Physics
Scientific paper
May 2006
adsabs.harvard.edu/cgi-bin/nph-data_query?bibcode=2006agusmsm33b..07y&link_type=abstract
American Geophysical Union, Fall Meeting 2007, abstract #SM33B-07
Physics
2400 Ionosphere (6929), 2483 Wave/Particle Interactions (7867), 2487 Wave Propagation (0689, 3285, 4275, 4455, 6934), 2704 Auroral Phenomena (2407), 2772 Plasma Waves And Instabilities (2471)
Scientific paper
In December 2002, a Versatile Electromagnetic Wave Receiver (VIEW) and a new digitization system were deployed at South Pole station to measure three types of auroral radio emissions: Auroral Roar, Auroral Hiss and Auroral medium frequency (MF) bursts. Auroral Hiss is a whistler mode wave emission with frequencies lower than 1MHz. In 2004, VIEW captured the first high resolution broad band structures of LF iss at South Pole. The data show detailed features of auroral hiss, which we classified into three different types: standard broad band auroral hiss, seen on the spectrogram as vertical straight lines several hundreds of kHz wide in frequency; patchy auroral hiss, which appears on the spectrogram as a smeared area 100-200kHz wide and several seconds long; and discrete auroral hiss, which consists of short-duration narrowband emissions appearing on the spectrogram as dark spots a few tens of kHz wide and a few tenths of a second long.
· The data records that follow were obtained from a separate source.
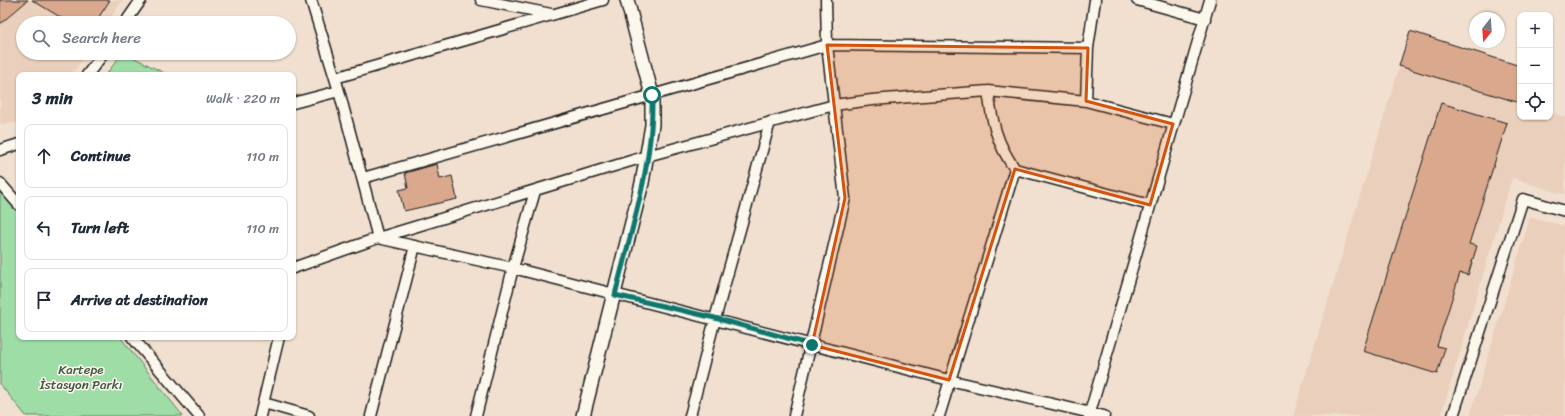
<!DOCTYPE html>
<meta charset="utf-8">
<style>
:root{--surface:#fff;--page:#f2f2f3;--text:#1f2937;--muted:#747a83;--line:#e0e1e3}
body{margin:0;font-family:Sriracha,sans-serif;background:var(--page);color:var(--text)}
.controls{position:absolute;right:12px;top:12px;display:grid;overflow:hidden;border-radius:8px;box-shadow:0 1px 3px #0004}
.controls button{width:36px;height:36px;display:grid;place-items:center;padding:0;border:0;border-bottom:1px solid var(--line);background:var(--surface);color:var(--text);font:20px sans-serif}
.compass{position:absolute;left:1469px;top:12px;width:36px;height:36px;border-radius:50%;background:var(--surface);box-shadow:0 1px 3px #0004;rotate:197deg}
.stop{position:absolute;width:12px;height:12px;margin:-9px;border:3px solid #0f766e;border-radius:50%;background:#fff}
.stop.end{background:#0f766e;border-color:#fff;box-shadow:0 1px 4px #0008}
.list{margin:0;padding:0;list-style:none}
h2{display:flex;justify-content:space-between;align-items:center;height:52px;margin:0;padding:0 16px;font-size:17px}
h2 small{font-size:13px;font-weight:400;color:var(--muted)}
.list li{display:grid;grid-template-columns:26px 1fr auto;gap:12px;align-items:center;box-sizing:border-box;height:64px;margin:0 8px 8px;padding:0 8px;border:1px solid var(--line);border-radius:8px}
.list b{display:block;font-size:15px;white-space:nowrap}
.list em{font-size:13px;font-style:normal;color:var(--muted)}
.icon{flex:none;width:22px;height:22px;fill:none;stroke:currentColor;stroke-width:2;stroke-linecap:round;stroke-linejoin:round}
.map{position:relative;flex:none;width:1565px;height:416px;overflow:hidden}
.search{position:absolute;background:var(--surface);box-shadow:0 1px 3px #0004;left:16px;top:16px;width:280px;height:44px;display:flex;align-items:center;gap:10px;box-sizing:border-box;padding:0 14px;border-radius:22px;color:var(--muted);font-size:15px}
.panel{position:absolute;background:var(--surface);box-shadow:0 1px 3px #0004;left:16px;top:72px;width:280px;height:268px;border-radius:8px}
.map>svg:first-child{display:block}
.built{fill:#ead0bc}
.green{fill:#9edda6;stroke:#5d7c61}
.building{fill:#daa98d;stroke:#1c1c1c}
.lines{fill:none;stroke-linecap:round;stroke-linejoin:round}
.minor-casing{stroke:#1c1c1c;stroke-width:13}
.tertiary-casing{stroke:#1c1c1c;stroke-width:16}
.minor{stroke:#fbf7ec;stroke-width:10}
.tertiary{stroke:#fbf7ec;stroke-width:13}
.route{stroke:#0f766e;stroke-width:5}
.marked{fill:#d4530e;fill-opacity:0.2;stroke:#d4530e;stroke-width:3;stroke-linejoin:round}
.labels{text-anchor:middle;stroke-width:3;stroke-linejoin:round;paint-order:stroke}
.park-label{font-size:13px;fill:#435645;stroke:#fbf7ec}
</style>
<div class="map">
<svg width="1565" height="416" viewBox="0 0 1565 416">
<rect width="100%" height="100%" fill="#f1e0d0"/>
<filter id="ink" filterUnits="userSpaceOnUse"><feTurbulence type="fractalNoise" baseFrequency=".025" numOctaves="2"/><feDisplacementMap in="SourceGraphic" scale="8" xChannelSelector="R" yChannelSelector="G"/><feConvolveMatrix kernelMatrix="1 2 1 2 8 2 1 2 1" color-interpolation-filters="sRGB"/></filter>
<g filter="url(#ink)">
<path class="built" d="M0 0H123L107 23H23V53H87L71 75H19V123L0 124Z
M1410 31 1520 66V117H1550V112L1565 117V195L1512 178 1441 416H1293Z
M1530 217 1565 226V416H1470Z"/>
<path class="green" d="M122 53H125L168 75H106Z
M0 187 19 211V337H120L183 416H26L0 384Z"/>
<path class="building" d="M0 0H28L0 24Z
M32 0H110L95 23H70Z
M1410 31 1520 66V103L1399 66Z
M1441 103 1507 123 1469 244 1477 246 1468 275 1460 273 1437 346 1445 348 1437 374 1363 351Z
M437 164 440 179 452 176 457 199 404 211 399 190 408 188 405 173Z"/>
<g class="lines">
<g class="minor-casing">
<path id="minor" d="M311 0 339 91 378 238 513 268 949 380 1104 416
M481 0 551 14
M1137 0 1205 19
M125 23 141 0
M87 75 104 53
M335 78 603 0
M1086 101 1173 124
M293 103 339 91
M0 150 19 144
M1015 169 1150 205
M363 178 827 45 1088 48
M0 183 19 205
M293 268 378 238 647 156 834 105 872 100 988 91 1086 101 1088 48 1095 0
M132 337 199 416
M264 403 309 416
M260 416 279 337
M371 416 415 246
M476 416 513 268 535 191
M690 416 715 319 770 122
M794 416 845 198 827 45 826 0
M939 416 1015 169C996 143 992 121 988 91
M1089 416 1210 0
M1453 416 1523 199 1565 211"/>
</g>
<g class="tertiary-casing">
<path id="tertiary" d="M583 416 642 183 652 125V95L627 0"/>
</g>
<use href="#minor" class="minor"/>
<use href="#tertiary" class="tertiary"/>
</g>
</g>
<g class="lines" filter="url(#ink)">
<path class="route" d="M652 95C654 163 631 230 615 295L715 318 812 345"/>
</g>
<path class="marked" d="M827 45 1088 48 1086 101 1173 124 1150 205 1015 169 949 380 812 345 845 198Z"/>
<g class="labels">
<g class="park-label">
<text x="81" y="374">Kartepe<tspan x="81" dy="15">İstasyon Parkı</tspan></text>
</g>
</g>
</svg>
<div class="controls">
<button>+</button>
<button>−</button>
<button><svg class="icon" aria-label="locate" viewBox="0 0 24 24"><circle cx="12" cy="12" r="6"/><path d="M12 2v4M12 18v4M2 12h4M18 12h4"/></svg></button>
</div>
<svg class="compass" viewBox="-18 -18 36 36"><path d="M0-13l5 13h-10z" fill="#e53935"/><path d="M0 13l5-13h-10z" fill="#747a83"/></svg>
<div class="stop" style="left:652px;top:95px"></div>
<div class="stop end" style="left:812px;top:345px"></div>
<div class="search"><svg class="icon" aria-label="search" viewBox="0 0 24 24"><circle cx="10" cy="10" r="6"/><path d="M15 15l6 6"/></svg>Search here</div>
<section class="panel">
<h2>3 min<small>Walk · 220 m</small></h2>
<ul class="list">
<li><svg class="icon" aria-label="ahead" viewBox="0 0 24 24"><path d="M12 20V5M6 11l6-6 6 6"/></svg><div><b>Continue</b></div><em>110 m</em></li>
<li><svg class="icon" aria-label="left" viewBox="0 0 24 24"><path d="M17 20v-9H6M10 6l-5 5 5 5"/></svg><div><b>Turn left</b></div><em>110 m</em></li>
<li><svg class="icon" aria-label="arrive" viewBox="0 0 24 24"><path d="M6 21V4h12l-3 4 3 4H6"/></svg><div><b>Arrive at destination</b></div></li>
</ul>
</section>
</div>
A subset of this last category exhibits striation features similar to those observed in auroral roar fine structure, only at much lower frequencies (~100 KHz). We explore whether the discrete features originate from electrostatic noise peaked at local plasma frequencies excited by auroral electron beams as a consequence, for example, of convective beam amplification. The excited electrostatic noise can mode-convert to whistler mode waves some of which may propagate downward toward the ground. However, it is well known that at the bottom of the ionosphere, the k-vector of the propagating whistler wave must lie within a small cone around the vertical direction in order for the whistler wave to penetrate the boundary and continue as free space mode to reach the ground. We combine a ray-tracing code with a model auroral ionosphere to explore accessibility to the ground of waves generated by convective beam instability near the plasma frequency at different altitudes. The studies will help distinguish whether the discrete features can result from wave propagation effects, or whether they must result from the source mechanism.